[Opening Data provided section]
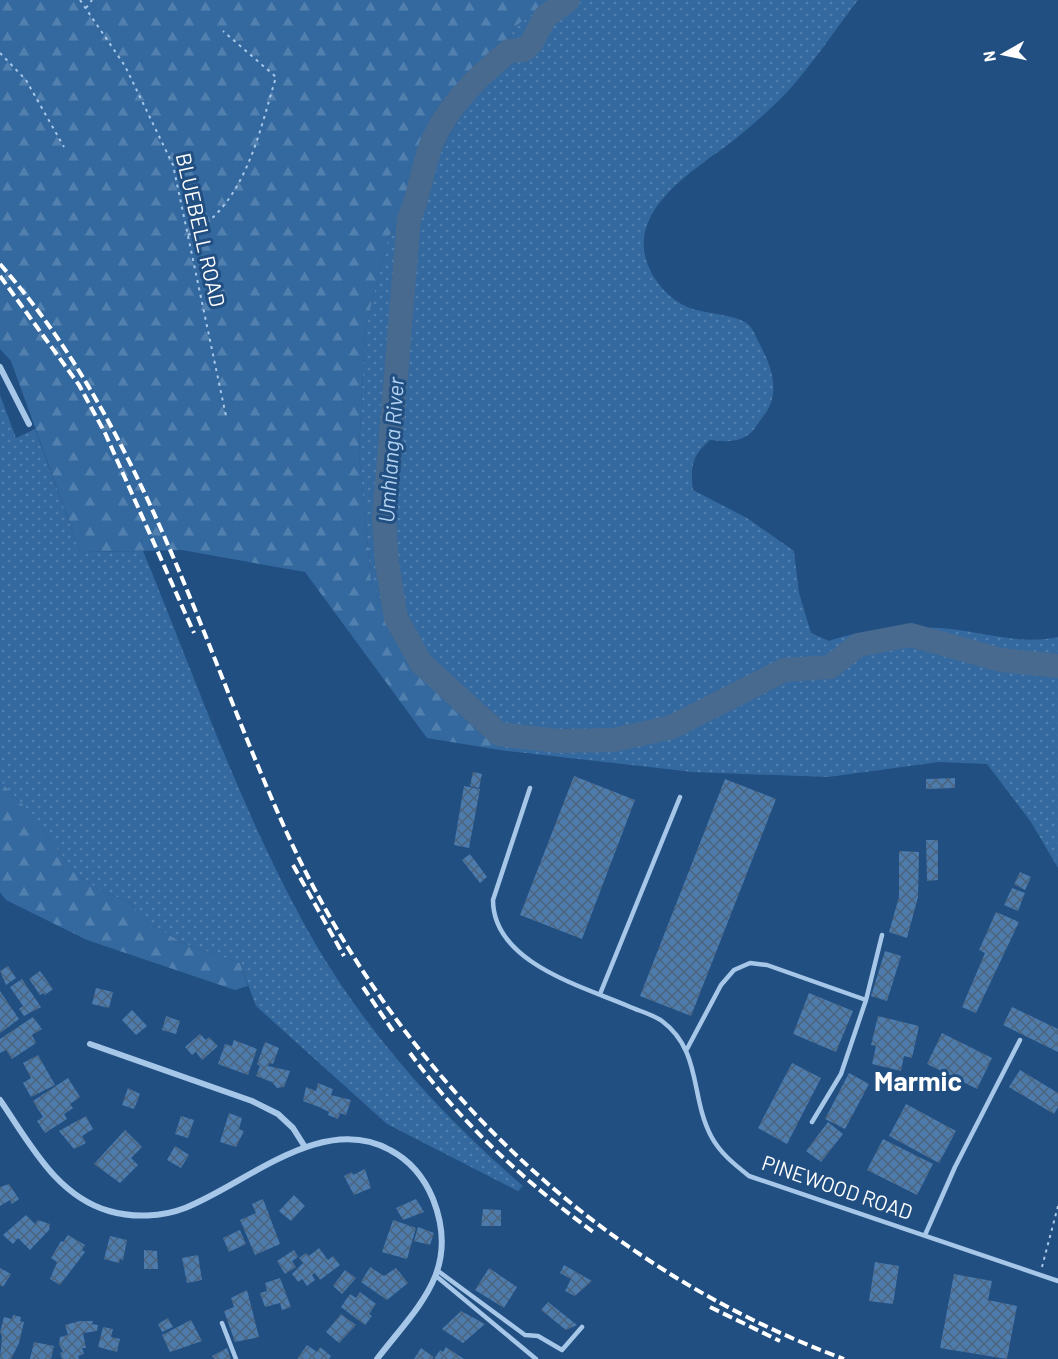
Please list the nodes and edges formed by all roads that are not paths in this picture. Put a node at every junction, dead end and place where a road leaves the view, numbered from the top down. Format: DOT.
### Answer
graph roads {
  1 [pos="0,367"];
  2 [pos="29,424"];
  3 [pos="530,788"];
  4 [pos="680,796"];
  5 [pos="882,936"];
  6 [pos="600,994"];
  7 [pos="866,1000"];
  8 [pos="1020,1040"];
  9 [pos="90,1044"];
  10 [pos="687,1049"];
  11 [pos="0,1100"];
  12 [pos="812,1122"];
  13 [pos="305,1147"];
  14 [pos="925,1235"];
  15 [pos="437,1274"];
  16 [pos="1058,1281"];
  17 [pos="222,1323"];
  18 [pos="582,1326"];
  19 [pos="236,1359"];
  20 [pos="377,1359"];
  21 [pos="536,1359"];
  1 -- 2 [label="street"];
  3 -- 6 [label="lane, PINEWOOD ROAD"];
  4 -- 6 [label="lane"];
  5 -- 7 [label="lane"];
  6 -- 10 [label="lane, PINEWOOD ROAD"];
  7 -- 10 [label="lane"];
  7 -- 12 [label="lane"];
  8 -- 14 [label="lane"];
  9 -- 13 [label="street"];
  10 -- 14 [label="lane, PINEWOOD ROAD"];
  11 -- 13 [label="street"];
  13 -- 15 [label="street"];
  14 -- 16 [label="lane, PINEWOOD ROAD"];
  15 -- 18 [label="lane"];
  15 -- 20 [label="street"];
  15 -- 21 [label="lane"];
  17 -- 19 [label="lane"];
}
[Closing Data provided section]
■ Problem description ■
In your reply, every line of the material should appear exactly as written, and no picture should.

■ Response to the exercise ■
Please list the nodes and edges formed by all roads that are not paths in this picture. Put a node at every junction, dead end and place where a road leaves the view, numbered from the top down. Format: DOT.
### Answer
graph roads {
  1 [pos="0,367"];
  2 [pos="29,424"];
  3 [pos="530,788"];
  4 [pos="680,796"];
  5 [pos="882,936"];
  6 [pos="600,994"];
  7 [pos="866,1000"];
  8 [pos="1020,1040"];
  9 [pos="90,1044"];
  10 [pos="687,1049"];
  11 [pos="0,1100"];
  12 [pos="812,1122"];
  13 [pos="305,1147"];
  14 [pos="925,1235"];
  15 [pos="437,1274"];
  16 [pos="1058,1281"];
  17 [pos="222,1323"];
  18 [pos="582,1326"];
  19 [pos="236,1359"];
  20 [pos="377,1359"];
  21 [pos="536,1359"];
  1 -- 2 [label="street"];
  3 -- 6 [label="lane, PINEWOOD ROAD"];
  4 -- 6 [label="lane"];
  5 -- 7 [label="lane"];
  6 -- 10 [label="lane, PINEWOOD ROAD"];
  7 -- 10 [label="lane"];
  7 -- 12 [label="lane"];
  8 -- 14 [label="lane"];
  9 -- 13 [label="street"];
  10 -- 14 [label="lane, PINEWOOD ROAD"];
  11 -- 13 [label="street"];
  13 -- 15 [label="street"];
  14 -- 16 [label="lane, PINEWOOD ROAD"];
  15 -- 18 [label="lane"];
  15 -- 20 [label="street"];
  15 -- 21 [label="lane"];
  17 -- 19 [label="lane"];
}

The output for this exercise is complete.